Honestly the things that happened to Ichi before and after his prison sentence are probably worse than what happens in prison as is made plenty clear in Yakuza: LAD.
Ichiban says he has always been into Dragon Quest and that he would spend as much time as possible on it as a kid. It's pretty clear he adopted a fantasy world to avoid facing reality and he stayed in that world to some degree ever since.
In Ichiban's world the Yakuza are noble samurai/knights who live by a code of conduct and honor and serve the people, rather than organized crime. In his world he is a heroic representative of this nobility rather than a petty criminal running errands. He believes in the ultimate goodness in everything and everyone regardless of any evidence to the contrary, as we see with Masumi, Nanba and Masato in LAD and Chitose, Tomizawa, Eiji and Yamai in IW, just to name a few.
Ichiban changes reality in his mind to make it palatable for him giving him his very own unique set of responses to things that happen. This is why he stays innocent regardless of what he experiences.
Ehhhh. Suspension of disbelief only goes so far. Like, Kiryu went to prison for his sworn brother and it definitely was shown as being very hard on him. Those years aren't nothing.
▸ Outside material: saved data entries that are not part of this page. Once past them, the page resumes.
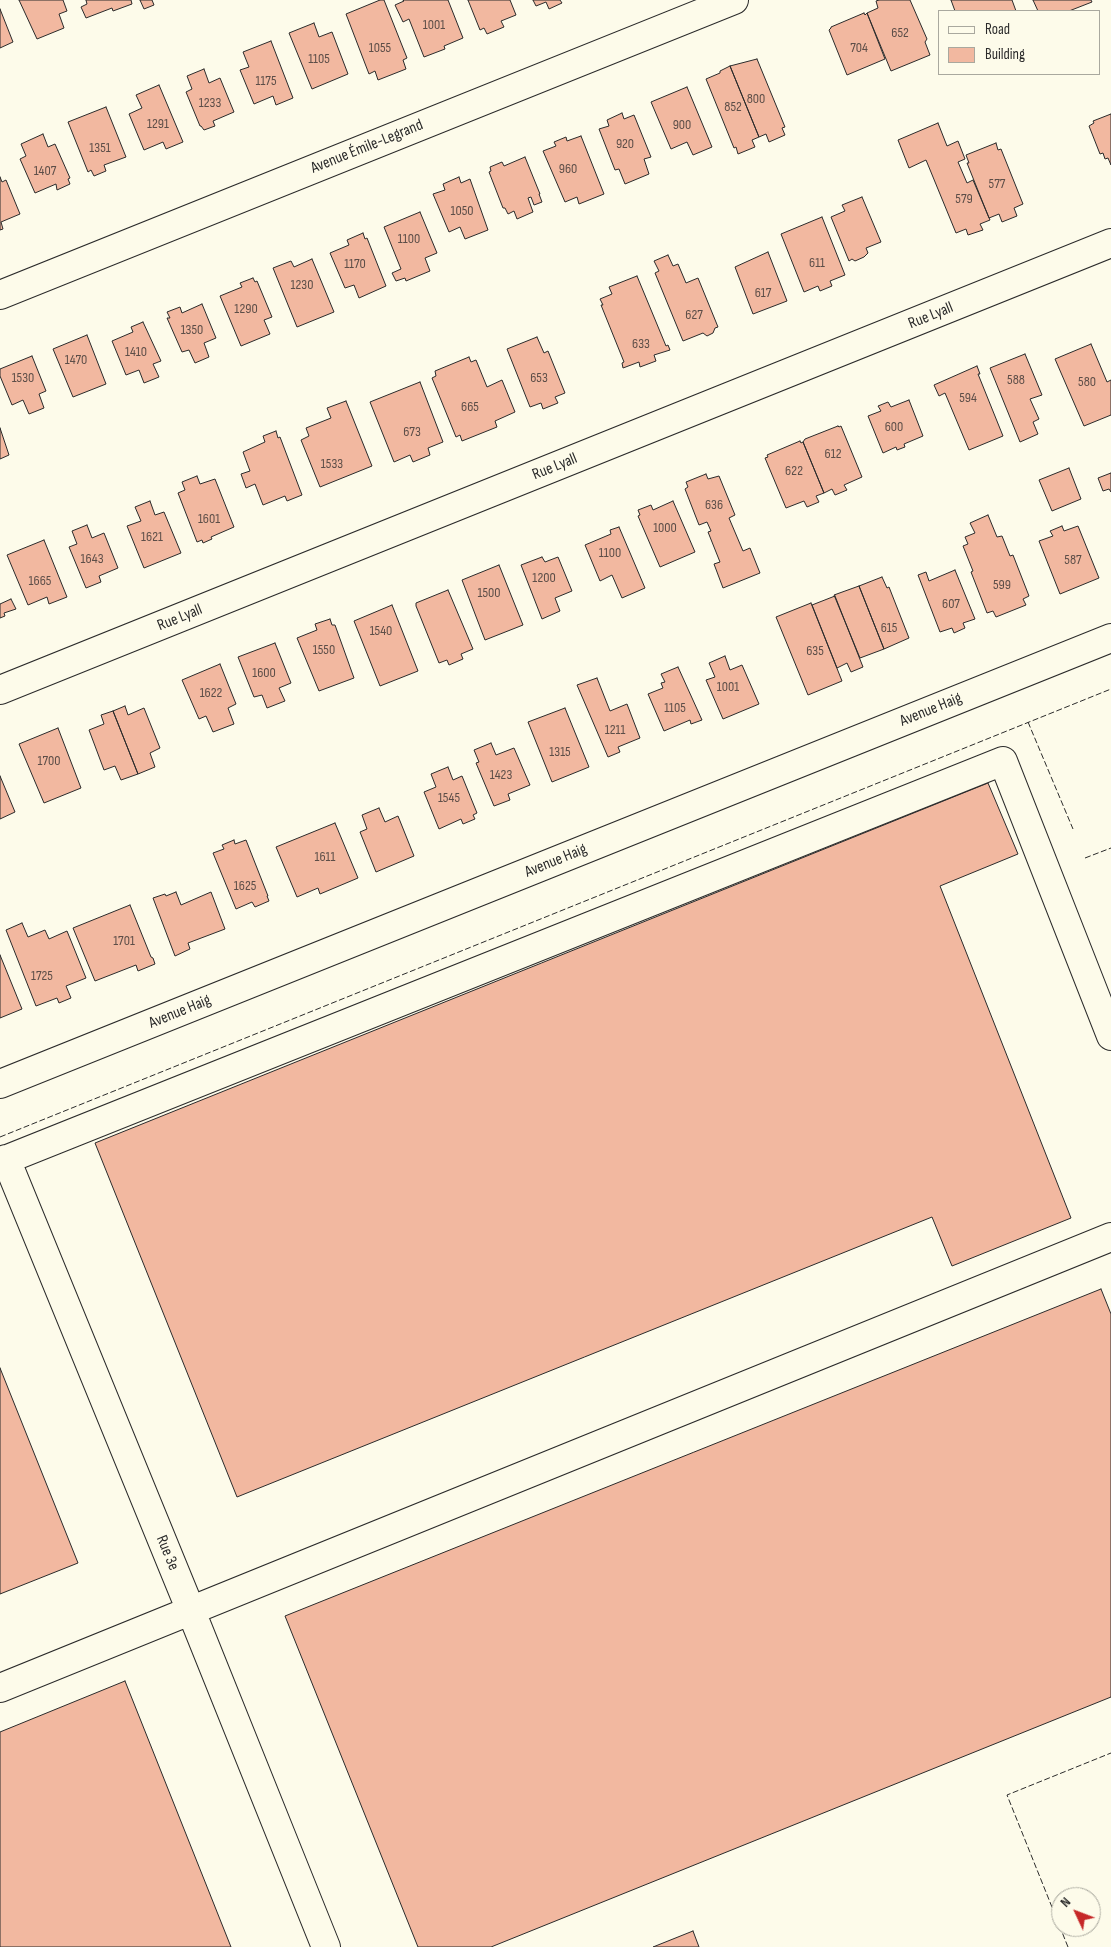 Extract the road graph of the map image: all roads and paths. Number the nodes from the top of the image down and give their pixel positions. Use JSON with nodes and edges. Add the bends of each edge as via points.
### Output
{"nodes":[{"id":1,"x":734,"y":0,"type":"edge"},
{"id":2,"x":1111,"y":243,"type":"edge"},
{"id":3,"x":0,"y":295,"type":"edge"},
{"id":4,"x":1111,"y":638,"type":"edge"},
{"id":5,"x":0,"y":690,"type":"edge"},
{"id":6,"x":1111,"y":1036,"type":"edge"},
{"id":7,"x":0,"y":1084,"type":"edge"},
{"id":8,"x":3,"y":1161,"type":"edge"},
{"id":9,"x":1111,"y":1237,"type":"edge"},
{"id":10,"x":191,"y":1611,"type":"junction"},
{"id":11,"x":0,"y":1688,"type":"edge"},
{"id":12,"x":326,"y":1947,"type":"edge"}],
"edges":[{"from":1,"to":3,"type":"street","name":"Avenue Émile-Legrand"},
{"from":2,"to":5,"type":"street","name":"Rue Lyall"},
{"from":4,"to":7,"type":"street","name":"Avenue Haig"},
{"from":6,"to":8,"type":"street","via":[[1003,761]]},
{"from":8,"to":10,"type":"street","name":"Rue 3e"},
{"from":9,"to":10,"type":"street"},
{"from":10,"to":11,"type":"street"},
{"from":10,"to":12,"type":"street","name":"Rue 3e"}]}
And, in fact, if it is portrayed as nothing then it DIMINISHES THE SACRIFICE such a thing entails. It makes Ichiban less impressive if having 18 years of his life stolen from him has no material impact on him.
I do get that it is a game, and we have to accept certain things as canon such as how Kiryu is both still a virgin and has never killed anyone...throwing a grenade into a nearby helicopter being the latest example of how he's most definitely never killed anyone before...
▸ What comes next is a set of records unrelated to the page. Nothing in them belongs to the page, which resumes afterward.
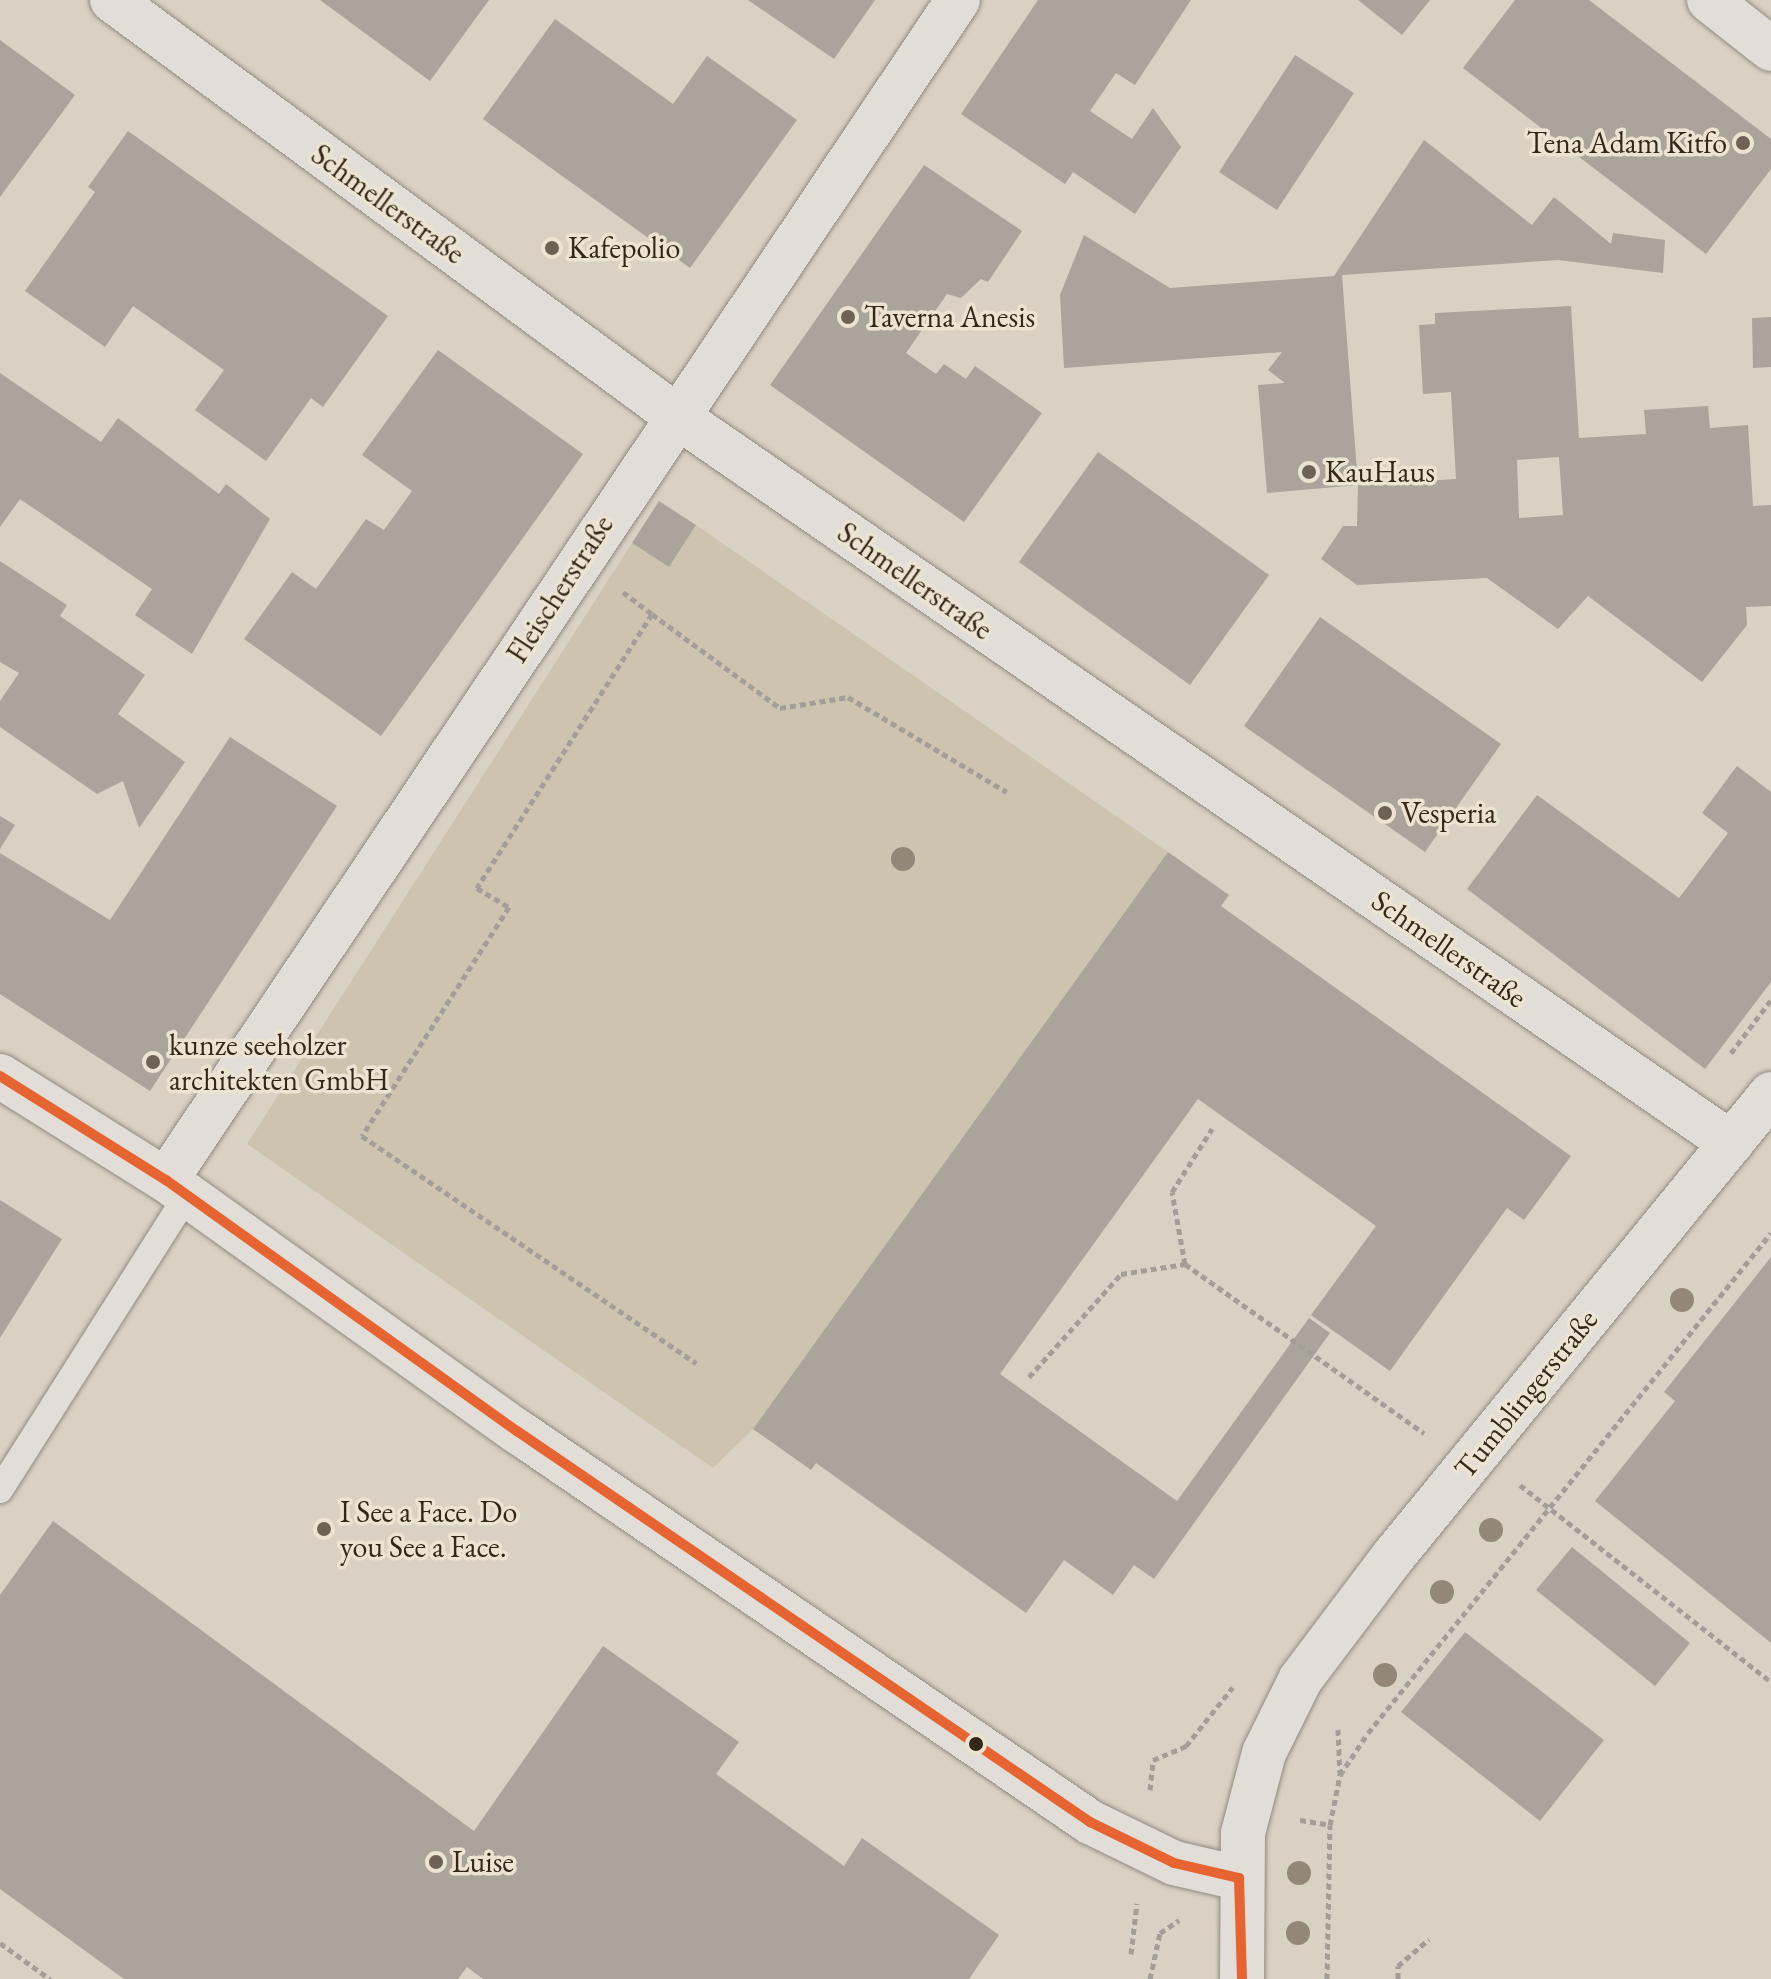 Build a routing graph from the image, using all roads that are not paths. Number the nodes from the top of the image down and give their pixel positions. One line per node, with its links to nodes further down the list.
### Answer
1 (112, 0): 5 (street, Schmellerstraße)
2 (958, 0): 5 (street, Fleischerstraße)
3 (1709, 0): 4 (street)
4 (1771, 49)
5 (675, 415): 8 (street, Schmellerstraße); 9 (street, Fleischerstraße)
6 (0, 1076): 9 (street)
7 (1771, 1094): 8 (street, Tumblingerstraße)
8 (1731, 1143): 11 (street, Tumblingerstraße)
9 (177, 1187): 10 (lane); 11 (street)
10 (0, 1490)
11 (1239, 1878): 12 (street, Tumblingerstraße)
12 (1242, 1979)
But Ichiban's attitude just is so incredibly hard to square with his life story and age that it just goes to far for me to do that suspension of disbelief.
And it just happens a lot for me personally. Like that super beating he takes for Eiji at the end. If I try REAAAAALLY hard I can imagine him still preemptively forgiving Eiji despite Eiji never ASKING to be forgiven or showing any remorse.
Standing there and just taking blow after blow? Nah. That's not a real person there.
There was someone in another thread who posited the idea that Ichiban is just legitimately crazy in the way he is so broken. And I actually like that interpretation of him.
It adds a lot more nuance and depth to his character if you imagine him as just a broken individual who has adopted this persona we see. That he suffered so much that the real him just kinda got buried a bit under the coping mechanism.
I'd love it if this was explored a bit more with his character and I think it was a real lost opportunity in this last game to give him some much needed depth and character growth. We see him in the previous game actually get REALLY angry and almost beat a defenseless guy to death before Kiryu steps in and stops him while his friends watch in horror.
I actually really liked that scene because it made him more three dimensional. It gave depths to his personality rather than making him a caricature of goodness.
Genuinely good guys, even the most pure hearted of people, have their breaking points. They can get angry and snap...or whatever. In this game, except for VERY briefly at the beginning, we just never really see much of that kind of nuance. He's one-note all the way through.
This could very well be a YMMV thing that they really leaned pretty hard on some Japanese Anime tropes and for the most part I'm not a big fan of Japanese anime.